El equipo de seguridad de Miggo, que descubrió e informó la falla, dijo: «Una sola solicitud puede filtrar el secreto OAuth sensible de un corredor a un atacante no autenticado, proporcionando un camino directo para completar la toma de control del corredor en cualquier configuración que use ese secreto». La segunda vulnerabilidad permite a los usuarios que han iniciado sesión leer silenciosamente datos de otros inquilinos.
Ambas fallas han estado presentes en el código base desde principios de 2024 y se dice que afectaron las líneas de lanzamiento de RabbitMQ a partir de 3.13.0. Estos se abordan en las versiones 4.3.0, 4.2.6, 4.1.11, 4.0.20 y 3.13.15. No hay evidencia de que alguna de las vulnerabilidades haya sido explotada activamente antes de la publicación.
A continuación se ofrece una breve explicación de los dos defectos.
CVE-2026-57219 (puntuación CVSS: 8,7): punto final de API HTTP obsoleto («GET /api/auth»). Esto revela el secreto del cliente en una instalación de RabbitMQ donde OAuth 2 está configurado para usar la clave de configuración Management.oauth_client_secret, lo que permite a un atacante intercambiarla por un token de administrador y obtener control total de todos los mensajes, colas, usuarios y configuraciones del agente. CVE-2026-57221 (puntuación CVSS: 5,3): los permisos faltantes permiten a un usuario autenticado que puede conectarse a un host virtual enumerar todas las colas, intercambiar nombres dentro de ese host virtual y leer recuentos de mensajes y consumidores para las colas, independientemente de los privilegios reales.

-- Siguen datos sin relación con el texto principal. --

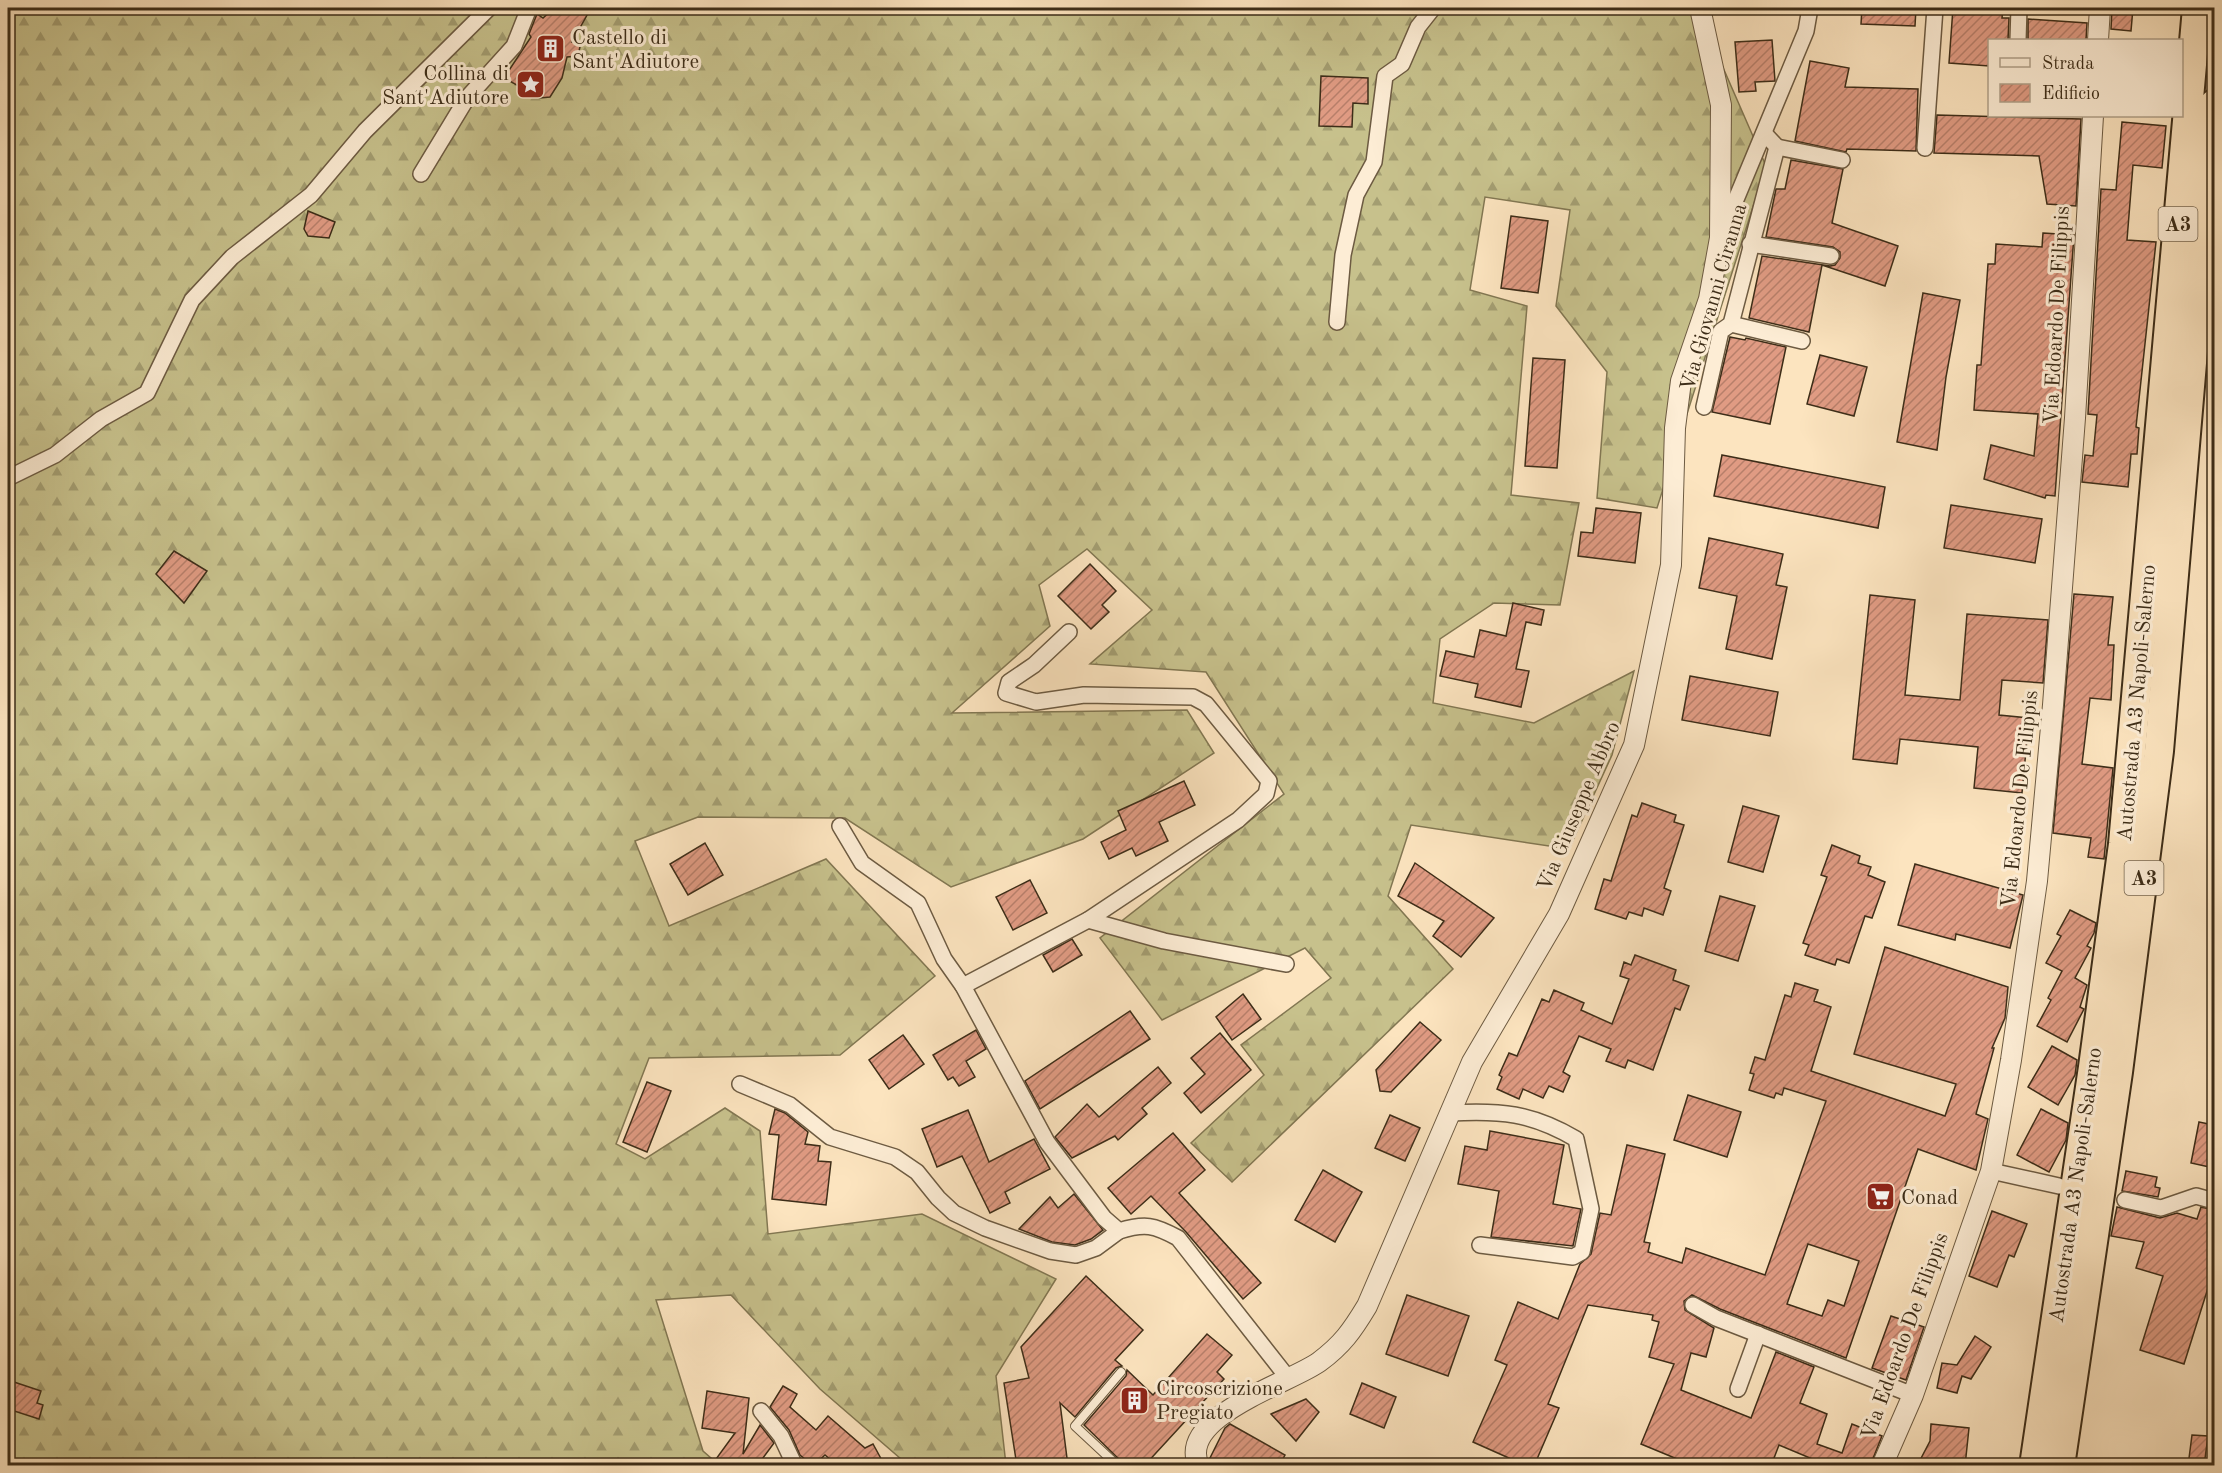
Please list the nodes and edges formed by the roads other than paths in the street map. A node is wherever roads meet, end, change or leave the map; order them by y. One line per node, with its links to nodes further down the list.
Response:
1 (489, 8): 26 (street)
2 (529, 8): 18 (street)
3 (1433, 8): 22 (street)
4 (1700, 8): 19 (street, Via Giuseppe Abbro)
5 (1810, 8): 14 (street)
6 (1935, 8): 16 (street)
7 (2019, 8): 10 (street)
8 (2100, 8): 11 (street)
9 (2197, 8): 51 (highway, Autostrada A3 Napoli-Salerno / A3)
10 (2018, 39)
11 (2098, 39)
12 (2214, 104): 52 (highway, Autostrada A3 Napoli-Salerno / A3)
13 (2093, 117): 34 (street, Via Edoardo De Filippis)
14 (1764, 133): 15 (street); 19 (street)
15 (1777, 147): 17 (street); 20 (street, Via Giovanni Ciranna)
16 (1925, 148)
17 (1842, 160)
18 (421, 174)
19 (1720, 238): 33 (street, Via Giuseppe Abbro)
20 (1750, 244): 21 (street); 23 (street, Via Giovanni Ciranna)
21 (1831, 256)
22 (1337, 322)
23 (1731, 324): 24 (street); 25 (street, Via Giovanni Ciranna)
24 (1802, 341)
25 (1704, 407)
26 (8, 478)
27 (1069, 632): 29 (street)
28 (840, 826): 31 (street)
29 (1088, 921): 30 (street); 31 (street)
30 (1286, 964)
31 (963, 986): 38 (street)
32 (740, 1084): 38 (street)
33 (1450, 1113): 39 (street); 43 (street, Via Giuseppe Abbro)
34 (1990, 1171): 35 (street); 45 (street, Via Edoardo De Filippis)
35 (2060, 1186)
36 (2125, 1200): 37 (street)
37 (2214, 1201)
38 (1119, 1231): 43 (street)
39 (1480, 1245)
40 (1693, 1305): 41 (street)
41 (1758, 1334): 44 (street); 45 (street)
42 (1121, 1372): 49 (lane)
43 (1287, 1378): 47 (street, Via Giuseppe Abbro)
44 (1738, 1389)
45 (1912, 1395): 50 (street, Via Edoardo De Filippis)
46 (761, 1411): 48 (street)
47 (1198, 1465)
48 (795, 1466)
49 (1118, 1466)
50 (1882, 1466)
51 (2034, 1466)
52 (2060, 1466)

Con respecto a CVE-2026-57219, Miggo dijo: «A diferencia de otros puntos finales administrativos sensibles, la verificación de autorización del punto final estaba codificada para permitir siempre la solicitud». «El riesgo es mayor en ubicaciones donde las redes no confiables pueden llegar a los puertos de administración, como en la nube o en configuraciones multiinquilino, o en las UI de administración que se exponen inadvertidamente a Internet».
Además de aplicar parches a la última versión, recomendamos rotar los secretos del cliente OAuth si se puede acceder a la interfaz de administración a través de Internet, restringir el acceso al puerto 15672 para que no se pueda acceder a la interfaz de administración a través de la red, aislar a los inquilinos por host virtual e implementar reglas de firewall para bloquear el acceso a puntos finales vulnerables en instancias sin parches.
Esta divulgación se produce después de que los mantenedores de RabbitMQ abordaran dos fallas de gravedad (puntuación CVSS: 9,2) que podrían conducir a una omisión de autenticación del cliente TLS (puntuación CVSS: 9,1) y permitir que un atacante adversario intermediario (AitM) falsifique una respuesta de conjunto de claves web JSON (JWKS) para engañar a un corredor para que acepte JWT arbitrarios.